Czy dla inwestorów, szczególnie zagranicznych, kupujących polski dług zjawisko to ma znaczenie? — Pełen obraz finansów publicznych w Polsce można otrzymać, analizując dane przygotowane zgodnie z metodologią Unii Europejskiej. Nie wydaje się więc, aby inwestorzy oczekiwali wyższej premii za ryzyko z tego tytułu. Wypychanie wydatków sektora rządowego poza budżet umożliwia jednak obchodzenie krajowych mechanizmów ograniczania ekspansywności polityki fiskalnej. Procedury ostrożnościowe znajdujące się w Ustawie o Finansach Publicznych odnoszą się bowiem do poziomu państwowego długu publicznego, który liczony jest według krajowej metodologii — zauważył Marcin Kujawski.
Zwrócił jednak uwagę, że wydatki ponoszone w prowadzonym przez BGK Funduszu Przeciwdziałania COVID-19 nie są objęte nieprzekraczalnym limitem wynikającym z reguły wydatkowej.
— W efekcie inwestorzy mogą obawiać się, że wypychanie wydatków poza budżet może oznaczać, że polityka fiskalna będzie bardziej procykliczna, co utrudni walkę z inflacją i może w konsekwencji skutkować większą skalą podwyżek stóp procentowych. To ryzyko może być brane pod uwagę przez inwestorów przy wycenie polskich instrumentów dłużnych — wyjaśnił ekonomista BNP Paribas.
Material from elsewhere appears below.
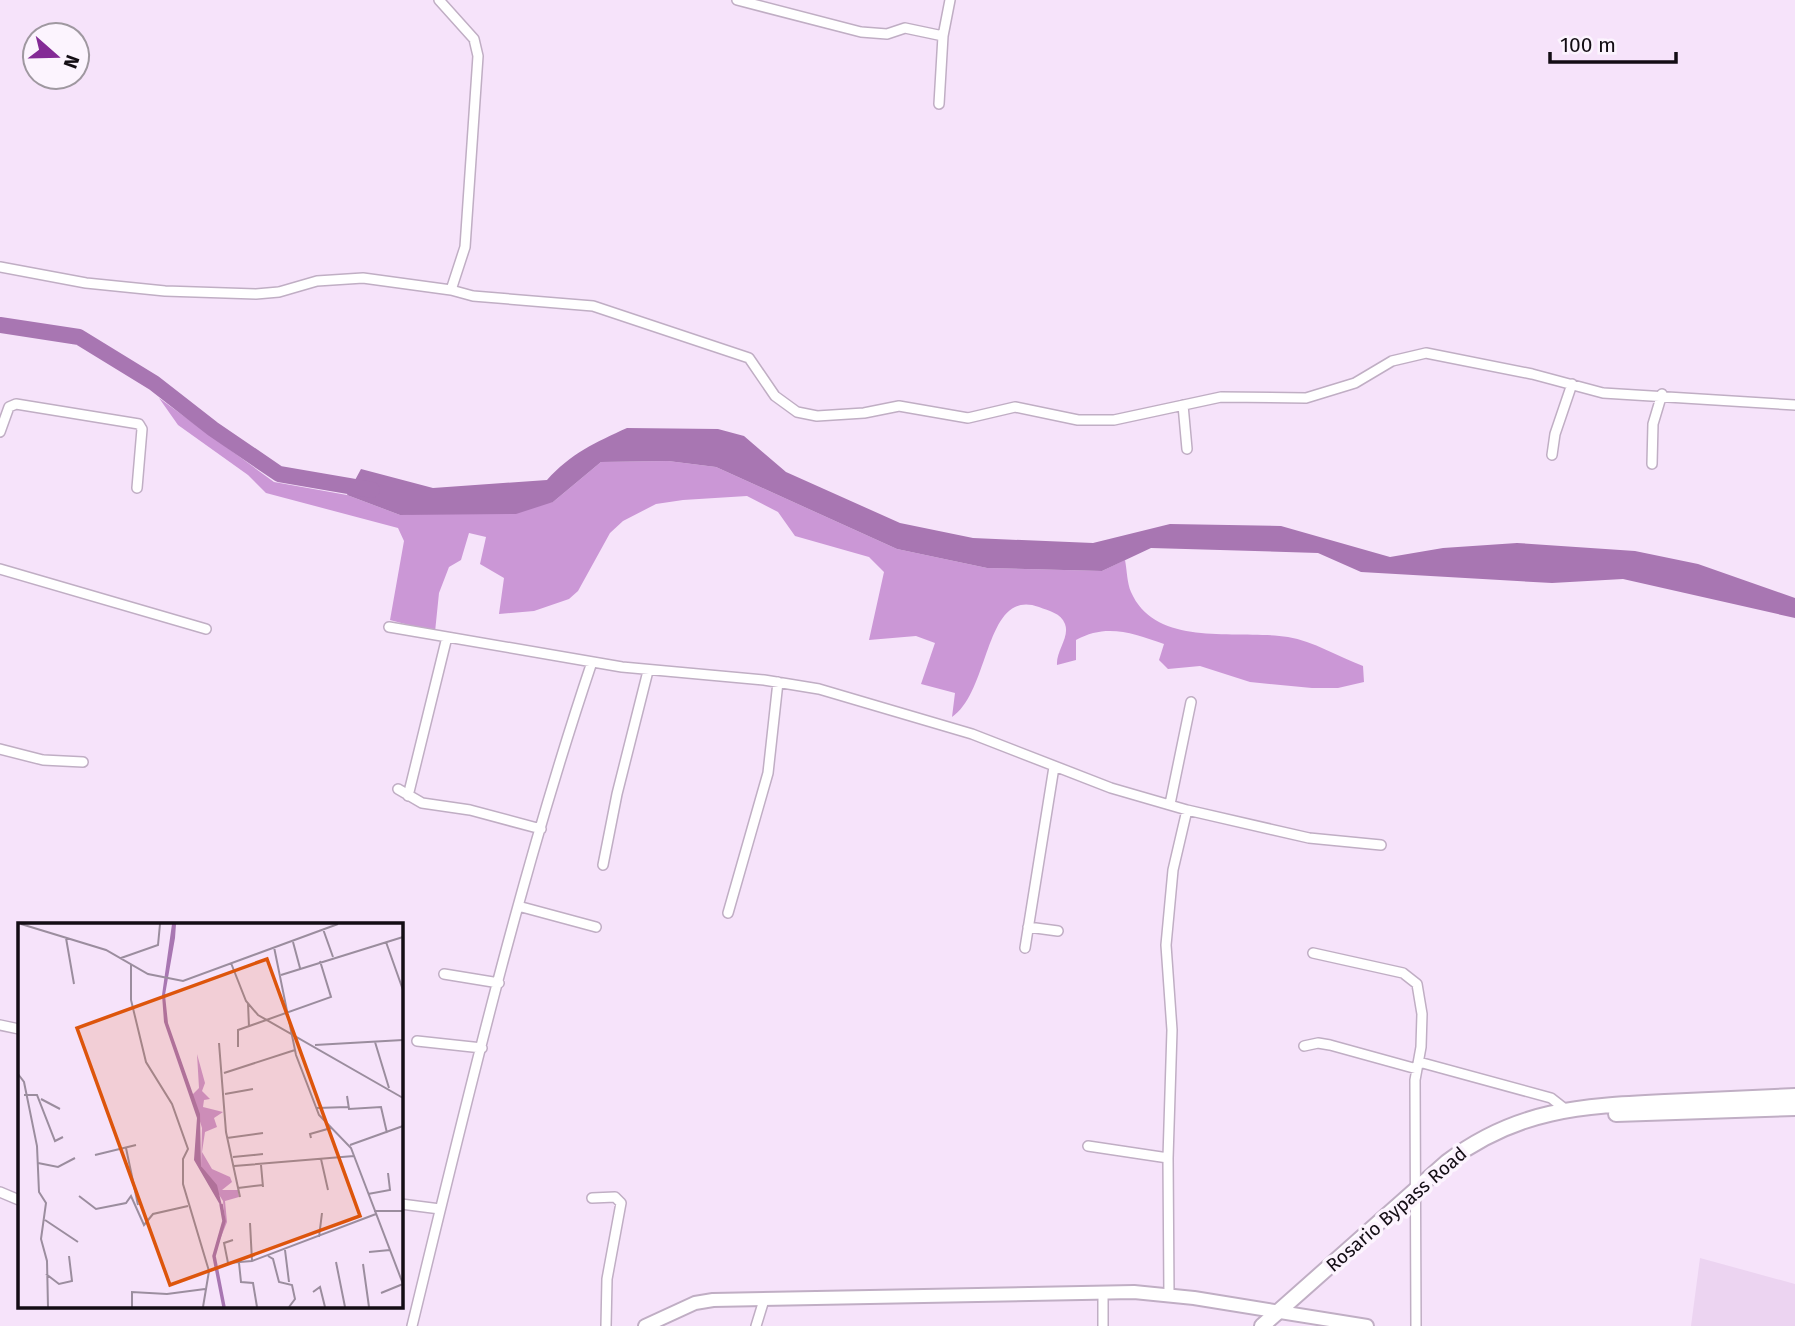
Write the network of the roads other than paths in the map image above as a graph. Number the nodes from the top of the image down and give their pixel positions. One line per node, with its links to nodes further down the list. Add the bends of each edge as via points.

Kolejnym minusem jest to, że obsługa zobowiązań zaciągniętych przez BGK i PFR kosztuje więcej niż zobowiązań zaciągniętych bezpośrednio przez Skarb Państwa. To zwiększa koszty obsługi długu publicznego – wyjaśnił specjalista.
Jednak sytuacja nie jest jeszcze aż tak zła, nawet jeśli weźmie się pod uwagę unijną definicję długu. Na koniec września polski dług EDP w stosunku do naszego PKB wynosił bowiem 56,5 proc. – wynika z danych Ministerstwa Finansów i Eurostatu. To wciąż niżej niż 60 proc., czyli poziom uznawany za referencyjny i próg ostrożnościowy zapisany w polskiej konstytucji, po którego przekroczeniu konieczne jest wprowadzenie programu sanacji finansów publicznych – podał serwis.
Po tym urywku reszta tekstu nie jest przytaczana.